### What you will do
The records follow. Give them all back exactly.

────────

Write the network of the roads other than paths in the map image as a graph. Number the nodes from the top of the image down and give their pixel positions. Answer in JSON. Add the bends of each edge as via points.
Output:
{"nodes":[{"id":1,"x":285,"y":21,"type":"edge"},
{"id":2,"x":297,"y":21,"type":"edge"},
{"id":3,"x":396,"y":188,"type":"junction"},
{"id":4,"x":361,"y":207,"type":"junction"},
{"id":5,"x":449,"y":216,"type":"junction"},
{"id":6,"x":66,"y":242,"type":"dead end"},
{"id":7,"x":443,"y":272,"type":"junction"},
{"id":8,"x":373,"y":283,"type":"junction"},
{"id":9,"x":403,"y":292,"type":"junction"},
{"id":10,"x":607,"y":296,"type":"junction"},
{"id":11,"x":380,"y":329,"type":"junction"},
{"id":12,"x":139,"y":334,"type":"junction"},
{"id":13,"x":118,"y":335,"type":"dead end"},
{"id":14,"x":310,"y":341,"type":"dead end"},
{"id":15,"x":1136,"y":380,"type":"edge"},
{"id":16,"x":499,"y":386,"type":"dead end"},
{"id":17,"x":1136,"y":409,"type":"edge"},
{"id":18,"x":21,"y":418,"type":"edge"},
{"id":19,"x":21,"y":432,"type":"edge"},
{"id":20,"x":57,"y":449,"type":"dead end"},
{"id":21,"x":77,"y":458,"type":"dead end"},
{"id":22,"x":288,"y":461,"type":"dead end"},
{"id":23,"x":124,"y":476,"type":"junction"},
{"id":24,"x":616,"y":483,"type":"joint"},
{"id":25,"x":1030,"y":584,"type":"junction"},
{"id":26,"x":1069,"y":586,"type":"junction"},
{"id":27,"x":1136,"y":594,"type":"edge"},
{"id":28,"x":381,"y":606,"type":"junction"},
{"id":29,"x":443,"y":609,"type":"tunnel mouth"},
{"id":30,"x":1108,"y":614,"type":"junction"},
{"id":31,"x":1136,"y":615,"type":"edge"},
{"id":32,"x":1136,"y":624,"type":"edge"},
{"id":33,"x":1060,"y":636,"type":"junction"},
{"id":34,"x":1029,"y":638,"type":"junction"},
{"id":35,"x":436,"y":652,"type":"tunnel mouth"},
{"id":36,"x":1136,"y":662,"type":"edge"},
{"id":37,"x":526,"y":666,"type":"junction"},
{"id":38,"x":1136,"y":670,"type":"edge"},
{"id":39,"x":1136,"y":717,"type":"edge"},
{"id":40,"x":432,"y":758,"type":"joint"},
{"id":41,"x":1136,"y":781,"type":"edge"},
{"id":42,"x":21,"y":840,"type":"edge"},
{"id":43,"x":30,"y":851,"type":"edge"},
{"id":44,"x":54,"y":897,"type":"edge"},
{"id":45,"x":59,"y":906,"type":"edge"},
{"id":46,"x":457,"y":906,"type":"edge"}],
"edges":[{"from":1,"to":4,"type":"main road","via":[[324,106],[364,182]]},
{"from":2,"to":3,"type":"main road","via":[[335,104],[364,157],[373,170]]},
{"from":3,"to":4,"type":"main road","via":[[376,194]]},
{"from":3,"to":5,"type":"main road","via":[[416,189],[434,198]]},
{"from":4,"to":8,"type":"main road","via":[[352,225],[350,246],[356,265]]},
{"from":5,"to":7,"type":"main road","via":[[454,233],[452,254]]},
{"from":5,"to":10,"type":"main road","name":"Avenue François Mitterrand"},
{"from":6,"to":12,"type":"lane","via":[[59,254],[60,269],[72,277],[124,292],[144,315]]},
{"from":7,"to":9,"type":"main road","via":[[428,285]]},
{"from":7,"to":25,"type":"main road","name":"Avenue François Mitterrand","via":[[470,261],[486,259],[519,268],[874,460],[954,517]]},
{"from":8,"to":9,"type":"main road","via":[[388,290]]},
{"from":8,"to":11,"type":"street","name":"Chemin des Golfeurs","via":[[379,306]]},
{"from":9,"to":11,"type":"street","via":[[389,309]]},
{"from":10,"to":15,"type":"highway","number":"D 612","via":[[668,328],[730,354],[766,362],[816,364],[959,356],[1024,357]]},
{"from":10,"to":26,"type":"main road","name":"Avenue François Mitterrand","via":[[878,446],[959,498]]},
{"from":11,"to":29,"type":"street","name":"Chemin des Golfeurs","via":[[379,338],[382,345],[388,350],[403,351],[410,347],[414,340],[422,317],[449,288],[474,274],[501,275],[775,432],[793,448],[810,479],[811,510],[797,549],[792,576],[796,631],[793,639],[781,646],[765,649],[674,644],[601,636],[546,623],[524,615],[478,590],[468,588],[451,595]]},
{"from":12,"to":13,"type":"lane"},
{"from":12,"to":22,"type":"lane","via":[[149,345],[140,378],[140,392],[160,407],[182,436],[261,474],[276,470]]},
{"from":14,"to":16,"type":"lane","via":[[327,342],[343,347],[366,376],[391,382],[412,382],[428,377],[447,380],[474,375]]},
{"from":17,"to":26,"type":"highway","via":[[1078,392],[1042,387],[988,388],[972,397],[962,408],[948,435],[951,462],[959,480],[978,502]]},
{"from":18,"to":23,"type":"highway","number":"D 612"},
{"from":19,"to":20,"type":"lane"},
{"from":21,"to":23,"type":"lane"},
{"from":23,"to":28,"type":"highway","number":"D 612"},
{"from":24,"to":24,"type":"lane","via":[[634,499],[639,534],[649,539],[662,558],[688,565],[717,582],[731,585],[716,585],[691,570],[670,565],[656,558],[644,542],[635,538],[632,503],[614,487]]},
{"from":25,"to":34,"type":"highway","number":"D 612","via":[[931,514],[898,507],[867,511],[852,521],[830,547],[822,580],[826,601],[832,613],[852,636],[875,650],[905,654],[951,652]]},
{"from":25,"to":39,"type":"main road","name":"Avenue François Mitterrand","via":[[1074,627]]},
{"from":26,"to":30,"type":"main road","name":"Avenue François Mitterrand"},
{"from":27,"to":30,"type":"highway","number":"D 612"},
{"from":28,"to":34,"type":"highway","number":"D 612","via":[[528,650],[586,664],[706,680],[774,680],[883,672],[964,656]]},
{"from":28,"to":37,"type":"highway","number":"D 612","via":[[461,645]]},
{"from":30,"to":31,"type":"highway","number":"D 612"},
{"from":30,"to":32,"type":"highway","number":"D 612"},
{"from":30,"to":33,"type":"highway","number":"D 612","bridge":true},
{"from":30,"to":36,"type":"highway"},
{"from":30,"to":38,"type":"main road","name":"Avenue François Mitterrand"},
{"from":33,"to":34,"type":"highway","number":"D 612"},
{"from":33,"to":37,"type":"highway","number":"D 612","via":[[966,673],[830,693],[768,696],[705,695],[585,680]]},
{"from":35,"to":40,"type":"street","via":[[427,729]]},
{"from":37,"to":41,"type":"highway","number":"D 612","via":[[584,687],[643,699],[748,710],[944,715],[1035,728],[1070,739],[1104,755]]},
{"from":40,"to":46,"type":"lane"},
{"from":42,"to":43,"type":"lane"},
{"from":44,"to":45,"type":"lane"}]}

────────

### Task solution
Write the network of the roads other than paths in the map image as a graph. Number the nodes from the top of the image down and give their pixel positions. Answer in JSON. Add the bends of each edge as via points.
Output:
{"nodes":[{"id":1,"x":285,"y":21,"type":"edge"},
{"id":2,"x":297,"y":21,"type":"edge"},
{"id":3,"x":396,"y":188,"type":"junction"},
{"id":4,"x":361,"y":207,"type":"junction"},
{"id":5,"x":449,"y":216,"type":"junction"},
{"id":6,"x":66,"y":242,"type":"dead end"},
{"id":7,"x":443,"y":272,"type":"junction"},
{"id":8,"x":373,"y":283,"type":"junction"},
{"id":9,"x":403,"y":292,"type":"junction"},
{"id":10,"x":607,"y":296,"type":"junction"},
{"id":11,"x":380,"y":329,"type":"junction"},
{"id":12,"x":139,"y":334,"type":"junction"},
{"id":13,"x":118,"y":335,"type":"dead end"},
{"id":14,"x":310,"y":341,"type":"dead end"},
{"id":15,"x":1136,"y":380,"type":"edge"},
{"id":16,"x":499,"y":386,"type":"dead end"},
{"id":17,"x":1136,"y":409,"type":"edge"},
{"id":18,"x":21,"y":418,"type":"edge"},
{"id":19,"x":21,"y":432,"type":"edge"},
{"id":20,"x":57,"y":449,"type":"dead end"},
{"id":21,"x":77,"y":458,"type":"dead end"},
{"id":22,"x":288,"y":461,"type":"dead end"},
{"id":23,"x":124,"y":476,"type":"junction"},
{"id":24,"x":616,"y":483,"type":"joint"},
{"id":25,"x":1030,"y":584,"type":"junction"},
{"id":26,"x":1069,"y":586,"type":"junction"},
{"id":27,"x":1136,"y":594,"type":"edge"},
{"id":28,"x":381,"y":606,"type":"junction"},
{"id":29,"x":443,"y":609,"type":"tunnel mouth"},
{"id":30,"x":1108,"y":614,"type":"junction"},
{"id":31,"x":1136,"y":615,"type":"edge"},
{"id":32,"x":1136,"y":624,"type":"edge"},
{"id":33,"x":1060,"y":636,"type":"junction"},
{"id":34,"x":1029,"y":638,"type":"junction"},
{"id":35,"x":436,"y":652,"type":"tunnel mouth"},
{"id":36,"x":1136,"y":662,"type":"edge"},
{"id":37,"x":526,"y":666,"type":"junction"},
{"id":38,"x":1136,"y":670,"type":"edge"},
{"id":39,"x":1136,"y":717,"type":"edge"},
{"id":40,"x":432,"y":758,"type":"joint"},
{"id":41,"x":1136,"y":781,"type":"edge"},
{"id":42,"x":21,"y":840,"type":"edge"},
{"id":43,"x":30,"y":851,"type":"edge"},
{"id":44,"x":54,"y":897,"type":"edge"},
{"id":45,"x":59,"y":906,"type":"edge"},
{"id":46,"x":457,"y":906,"type":"edge"}],
"edges":[{"from":1,"to":4,"type":"main road","via":[[324,106],[364,182]]},
{"from":2,"to":3,"type":"main road","via":[[335,104],[364,157],[373,170]]},
{"from":3,"to":4,"type":"main road","via":[[376,194]]},
{"from":3,"to":5,"type":"main road","via":[[416,189],[434,198]]},
{"from":4,"to":8,"type":"main road","via":[[352,225],[350,246],[356,265]]},
{"from":5,"to":7,"type":"main road","via":[[454,233],[452,254]]},
{"from":5,"to":10,"type":"main road","name":"Avenue François Mitterrand"},
{"from":6,"to":12,"type":"lane","via":[[59,254],[60,269],[72,277],[124,292],[144,315]]},
{"from":7,"to":9,"type":"main road","via":[[428,285]]},
{"from":7,"to":25,"type":"main road","name":"Avenue François Mitterrand","via":[[470,261],[486,259],[519,268],[874,460],[954,517]]},
{"from":8,"to":9,"type":"main road","via":[[388,290]]},
{"from":8,"to":11,"type":"street","name":"Chemin des Golfeurs","via":[[379,306]]},
{"from":9,"to":11,"type":"street","via":[[389,309]]},
{"from":10,"to":15,"type":"highway","number":"D 612","via":[[668,328],[730,354],[766,362],[816,364],[959,356],[1024,357]]},
{"from":10,"to":26,"type":"main road","name":"Avenue François Mitterrand","via":[[878,446],[959,498]]},
{"from":11,"to":29,"type":"street","name":"Chemin des Golfeurs","via":[[379,338],[382,345],[388,350],[403,351],[410,347],[414,340],[422,317],[449,288],[474,274],[501,275],[775,432],[793,448],[810,479],[811,510],[797,549],[792,576],[796,631],[793,639],[781,646],[765,649],[674,644],[601,636],[546,623],[524,615],[478,590],[468,588],[451,595]]},
{"from":12,"to":13,"type":"lane"},
{"from":12,"to":22,"type":"lane","via":[[149,345],[140,378],[140,392],[160,407],[182,436],[261,474],[276,470]]},
{"from":14,"to":16,"type":"lane","via":[[327,342],[343,347],[366,376],[391,382],[412,382],[428,377],[447,380],[474,375]]},
{"from":17,"to":26,"type":"highway","via":[[1078,392],[1042,387],[988,388],[972,397],[962,408],[948,435],[951,462],[959,480],[978,502]]},
{"from":18,"to":23,"type":"highway","number":"D 612"},
{"from":19,"to":20,"type":"lane"},
{"from":21,"to":23,"type":"lane"},
{"from":23,"to":28,"type":"highway","number":"D 612"},
{"from":24,"to":24,"type":"lane","via":[[634,499],[639,534],[649,539],[662,558],[688,565],[717,582],[731,585],[716,585],[691,570],[670,565],[656,558],[644,542],[635,538],[632,503],[614,487]]},
{"from":25,"to":34,"type":"highway","number":"D 612","via":[[931,514],[898,507],[867,511],[852,521],[830,547],[822,580],[826,601],[832,613],[852,636],[875,650],[905,654],[951,652]]},
{"from":25,"to":39,"type":"main road","name":"Avenue François Mitterrand","via":[[1074,627]]},
{"from":26,"to":30,"type":"main road","name":"Avenue François Mitterrand"},
{"from":27,"to":30,"type":"highway","number":"D 612"},
{"from":28,"to":34,"type":"highway","number":"D 612","via":[[528,650],[586,664],[706,680],[774,680],[883,672],[964,656]]},
{"from":28,"to":37,"type":"highway","number":"D 612","via":[[461,645]]},
{"from":30,"to":31,"type":"highway","number":"D 612"},
{"from":30,"to":32,"type":"highway","number":"D 612"},
{"from":30,"to":33,"type":"highway","number":"D 612","bridge":true},
{"from":30,"to":36,"type":"highway"},
{"from":30,"to":38,"type":"main road","name":"Avenue François Mitterrand"},
{"from":33,"to":34,"type":"highway","number":"D 612"},
{"from":33,"to":37,"type":"highway","number":"D 612","via":[[966,673],[830,693],[768,696],[705,695],[585,680]]},
{"from":35,"to":40,"type":"street","via":[[427,729]]},
{"from":37,"to":41,"type":"highway","number":"D 612","via":[[584,687],[643,699],[748,710],[944,715],[1035,728],[1070,739],[1104,755]]},
{"from":40,"to":46,"type":"lane"},
{"from":42,"to":43,"type":"lane"},
{"from":44,"to":45,"type":"lane"}]}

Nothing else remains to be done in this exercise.